Analysis of the antinociceptive effect of the flavonoid myricitrin: evidence for a role of the L-arginine-nitric oxide and protein kinase C pathways.

The present study investigated the antinociceptive effects of the flavonoid myricitrin in chemical behavioral models of pain in mice and rats. Myricitrin given by i.p. or p.o. routes produced dose-related antinociception when assessed on acetic acid-induced visceral pain in mice. In addition, the i.p. administration of myricitrin exhibited significant inhibition of the neurogenic pain induced by intraplantar (i.pl.) injection of capsaicin. Like-wise, myricitrin given by i.p. route reduced the nociception produced by i.pl. injection of glutamate and phorbol myristate acetate (PMA).

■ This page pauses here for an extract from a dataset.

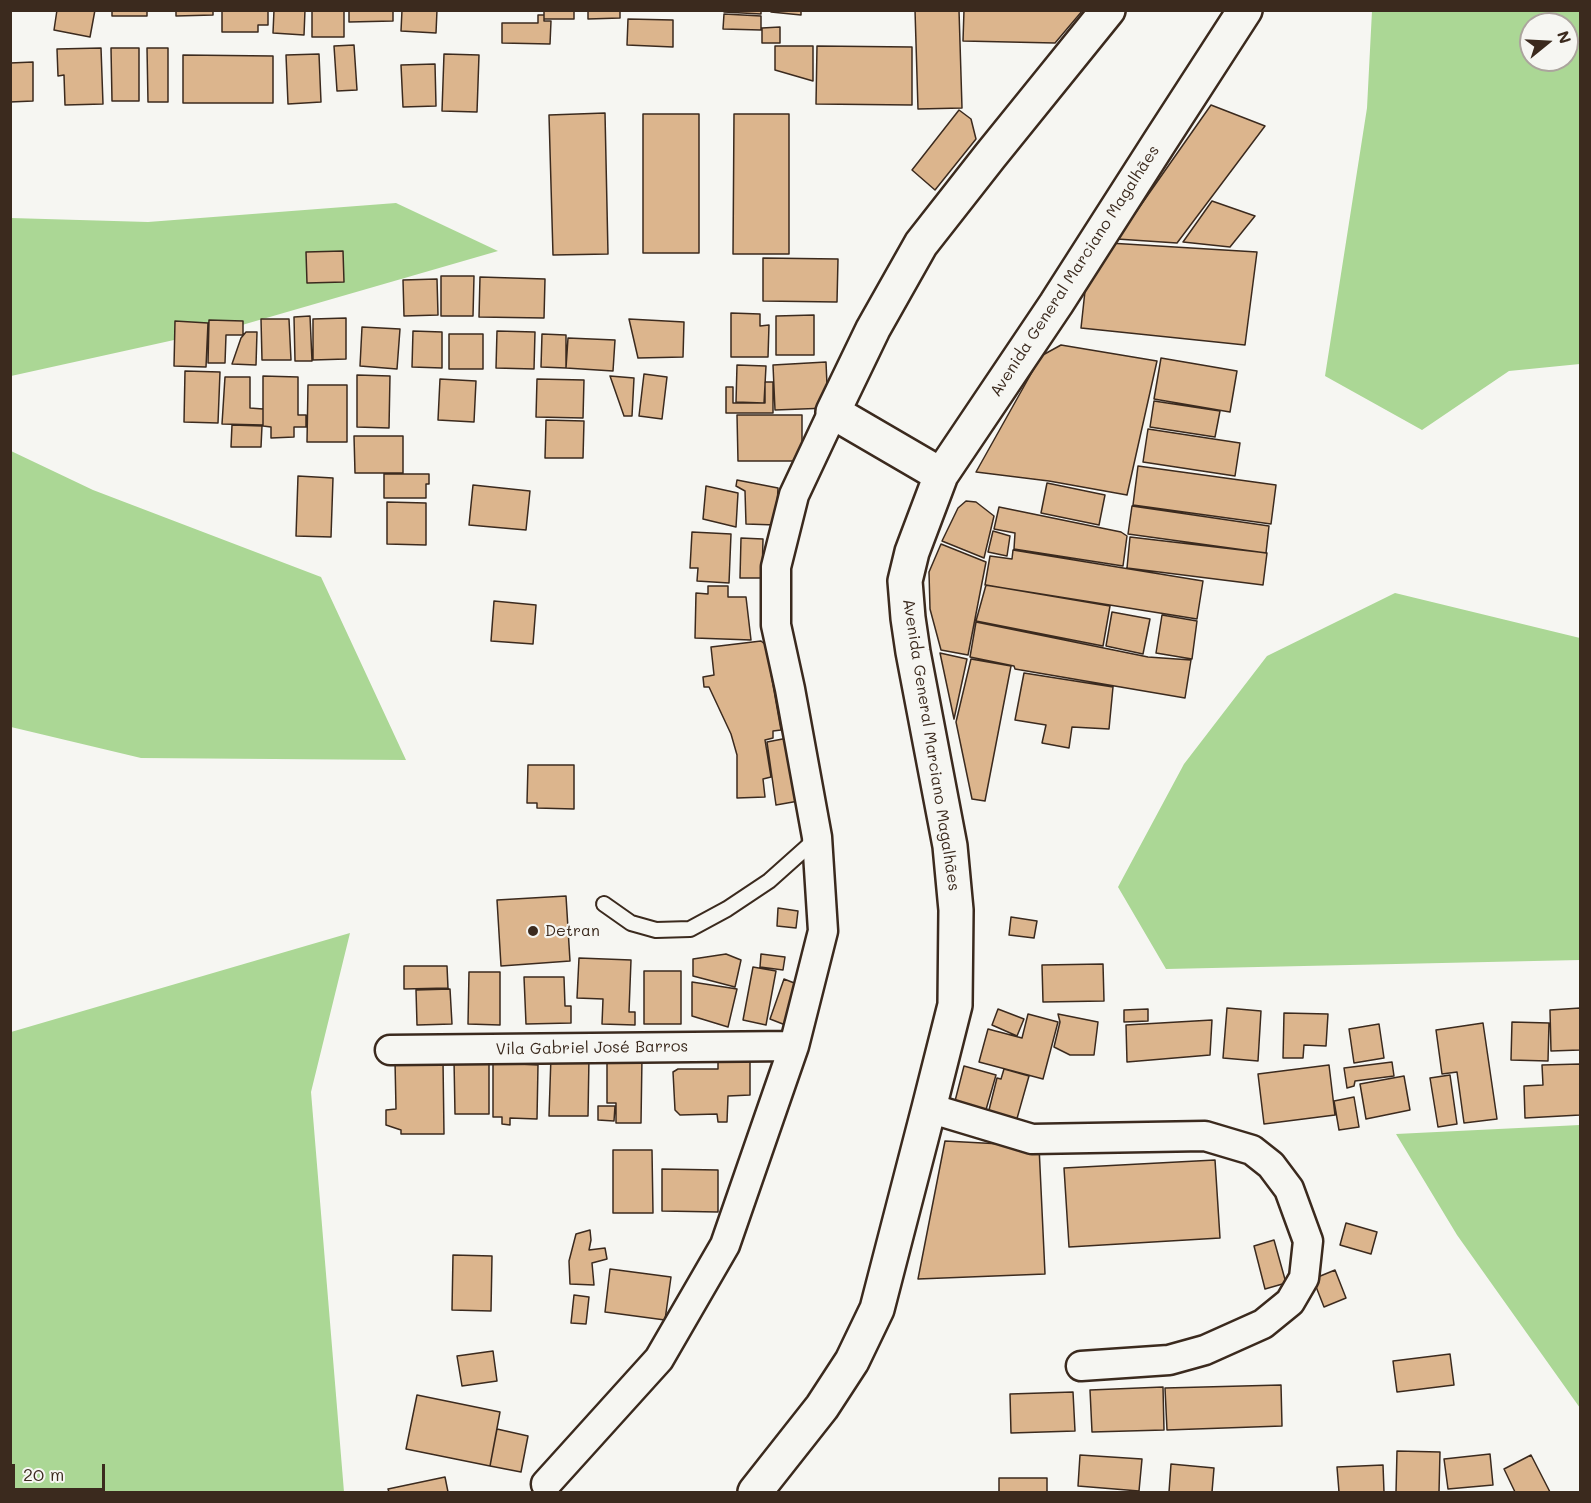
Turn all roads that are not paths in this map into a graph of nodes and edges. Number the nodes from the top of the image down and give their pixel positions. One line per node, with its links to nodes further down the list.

Western blot analysis revealed that myricitrin treatment fully prevented the protein kinase C (PKC) alpha and PKCepsilon activation by PMA in mice hind paws. Myricitrin given i.p. also inhibited the mechanical hyperalgesia induced by bradykinin, without affecting similar responses caused by epinephrine and prostaglandin E(2). The antinociception caused by myricitrin in the acetic acid test was significantly attenuated by i.p. treatment of mice with the nitric oxide precursor, L-arginine. In contrast, myricitrin antinociception was not affected by naloxone (opioid receptor antagonist) or neonatal pretreatment of mice with capsaicin and myricitrin antinociceptive effects is not related to muscle relaxant or sedative action. Together, these results indicate that myricitrin produces pronounced antinociception against chemical and mechanical models of pain in rodents. The mechanisms involved in their actions are not completely understood but seem to involve an interaction with nitric oxide-L-arginine and protein kinase C pathways.